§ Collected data

%%

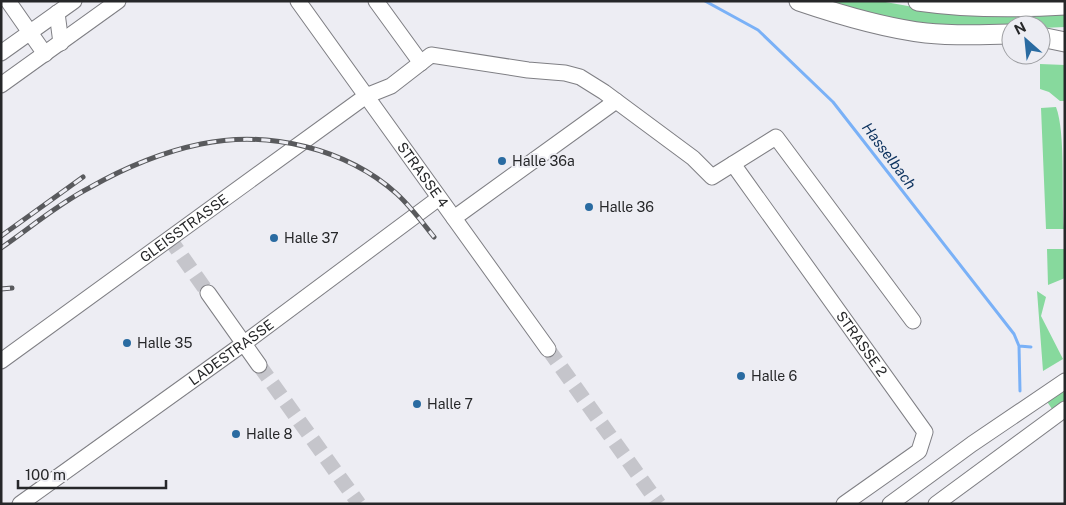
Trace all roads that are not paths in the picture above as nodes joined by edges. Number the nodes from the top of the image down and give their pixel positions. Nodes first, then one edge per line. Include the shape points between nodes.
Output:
1 (8, 1) edge
2 (74, 1) edge
3 (118, 1) edge
4 (298, 1) edge
5 (376, 1) edge
6 (799, 1) edge
7 (918, 1) edge
8 (1065, 5) edge
9 (57, 13) junction
10 (30, 33) junction
11 (1065, 33) edge
12 (1001, 34) edge
13 (1051, 34) edge
14 (1051, 38) edge
15 (1065, 42) edge
16 (61, 43) junction
17 (1, 53) edge
18 (45, 54) junction
19 (421, 63) junction
20 (1, 85) edge
21 (366, 96) junction
22 (616, 101) junction
23 (733, 164) junction
24 (439, 198) junction
25 (454, 218) junction
26 (208, 293) tunnel mouth
27 (913, 321) dead end
28 (243, 344) junction
29 (548, 349) tunnel mouth
30 (1, 361) edge
31 (259, 365) tunnel mouth
32 (1065, 380) edge
33 (1065, 409) edge
34 (979, 440) junction
35 (995, 461) junction
36 (924, 479) junction
37 (938, 502) edge
38 (20, 504) edge
39 (844, 504) edge
40 (890, 504) edge

1 - 10 street
2 - 9 street
3 - 16 street
4 - 21 street, STRASSE 4
5 - 19 street
6 - 12 main road via 840,15 926,33
7 - 8 main road via 1006,8
9 - 10 street
9 - 16 street
10 - 17 street
10 - 18 street
11 - 13 main road
14 - 15 main road
16 - 18 street
18 - 20 street
19 - 21 street, GLEISSTRASSE via 391,86
19 - 22 street via 431,55 565,73 580,77
21 - 24 street, STRASSE 4
21 - 30 street, GLEISSTRASSE
22 - 23 street via 693,158 712,177
22 - 25 street
23 - 27 street via 776,137
23 - 39 street, STRASSE 2 via 925,432 919,451
24 - 25 street, STRASSE 4
24 - 28 street, LADESTRASSE
25 - 29 street, STRASSE 4
26 - 28 street
28 - 31 street
28 - 38 street, LADESTRASSE
32 - 34 street
33 - 35 street
34 - 35 street
34 - 36 street
35 - 37 street
36 - 37 street
36 - 40 street

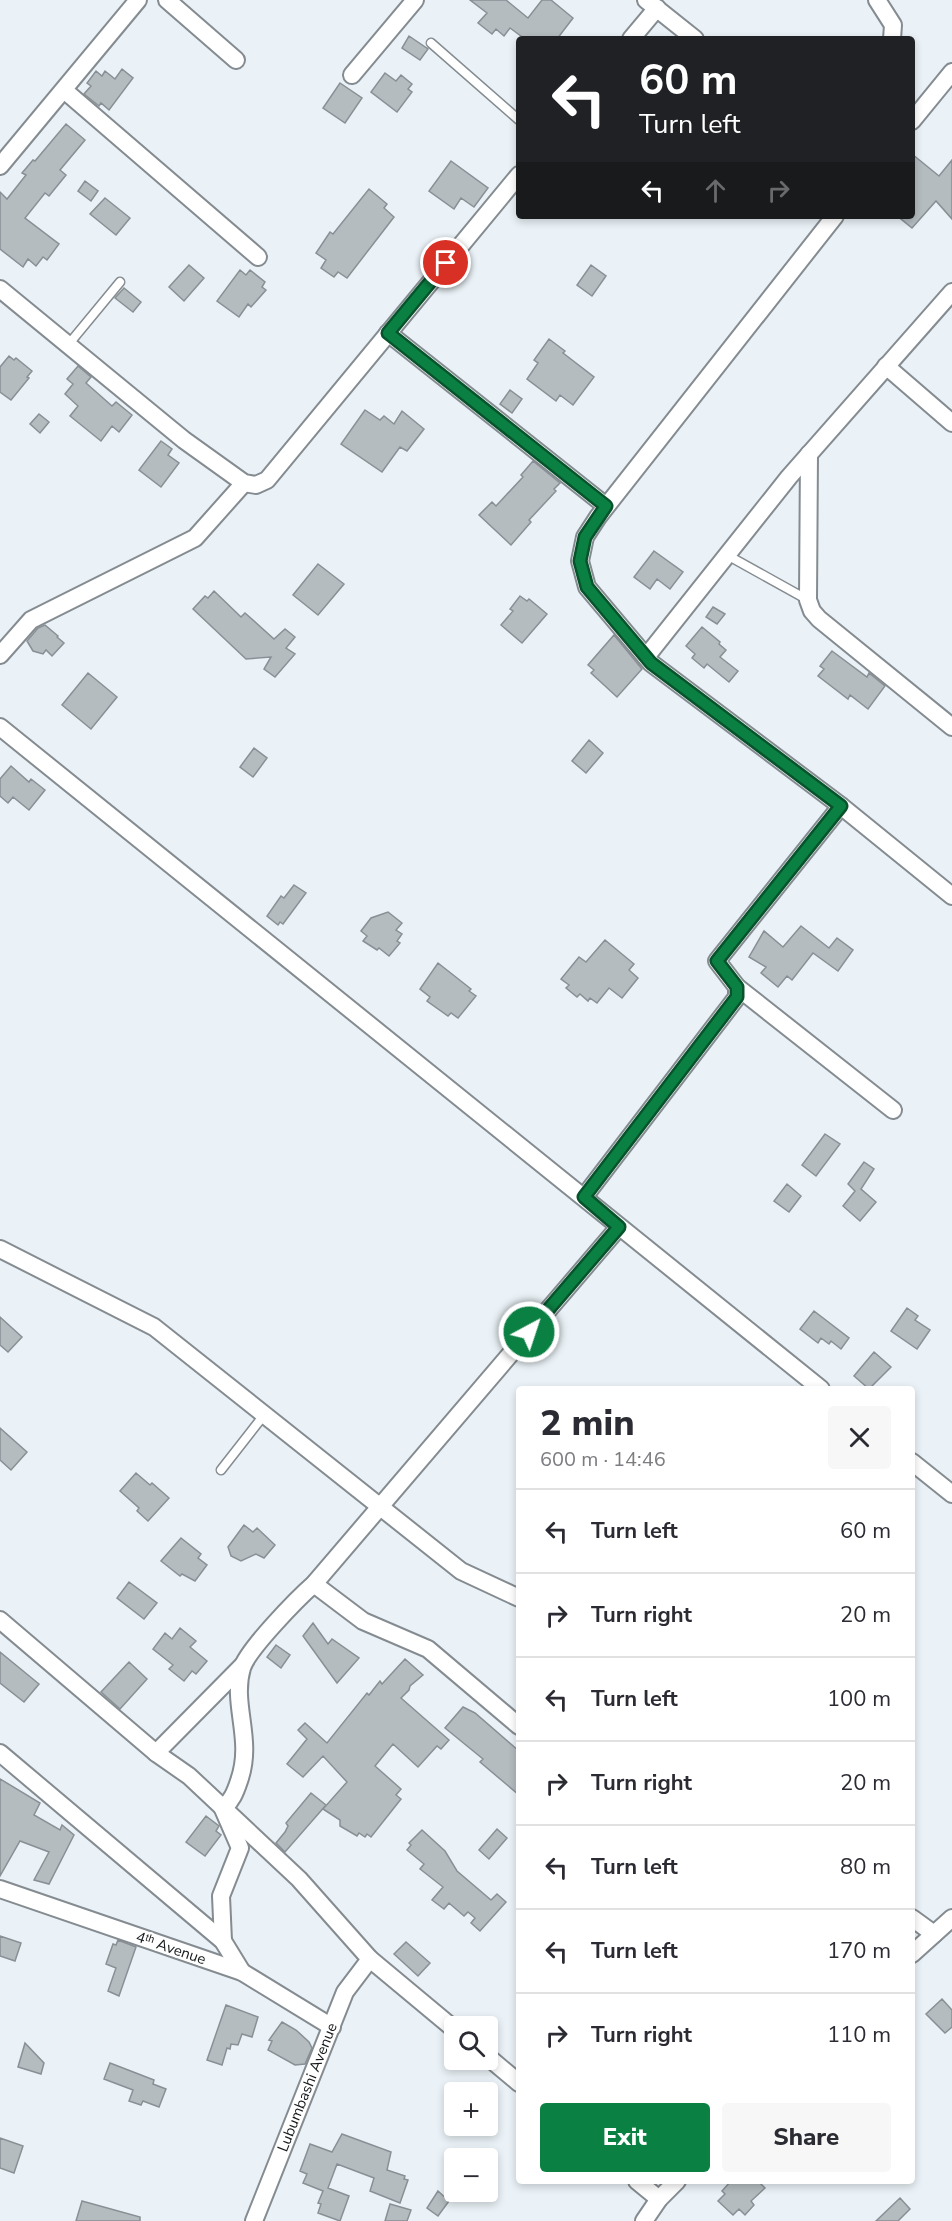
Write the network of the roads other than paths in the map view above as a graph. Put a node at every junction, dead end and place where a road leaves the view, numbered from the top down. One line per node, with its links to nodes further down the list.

%%

§ HOW TO COMPLETE THIS TASK
Only lines of the data holding the word "from" go in the answer. Please copy each of them.

§ SOLUTION
Trace all roads that are not paths in the picture above as nodes joined by edges. Number the nodes from the top of the image down and give their pixel positions. Nodes first, then one edge per line. Include the shape points between nodes.
Write the network of the roads other than paths in the map view above as a graph. Put a node at every junction, dead end and place where a road leaves the view, numbered from the top down. One line per node, with its links to nodes further down the list.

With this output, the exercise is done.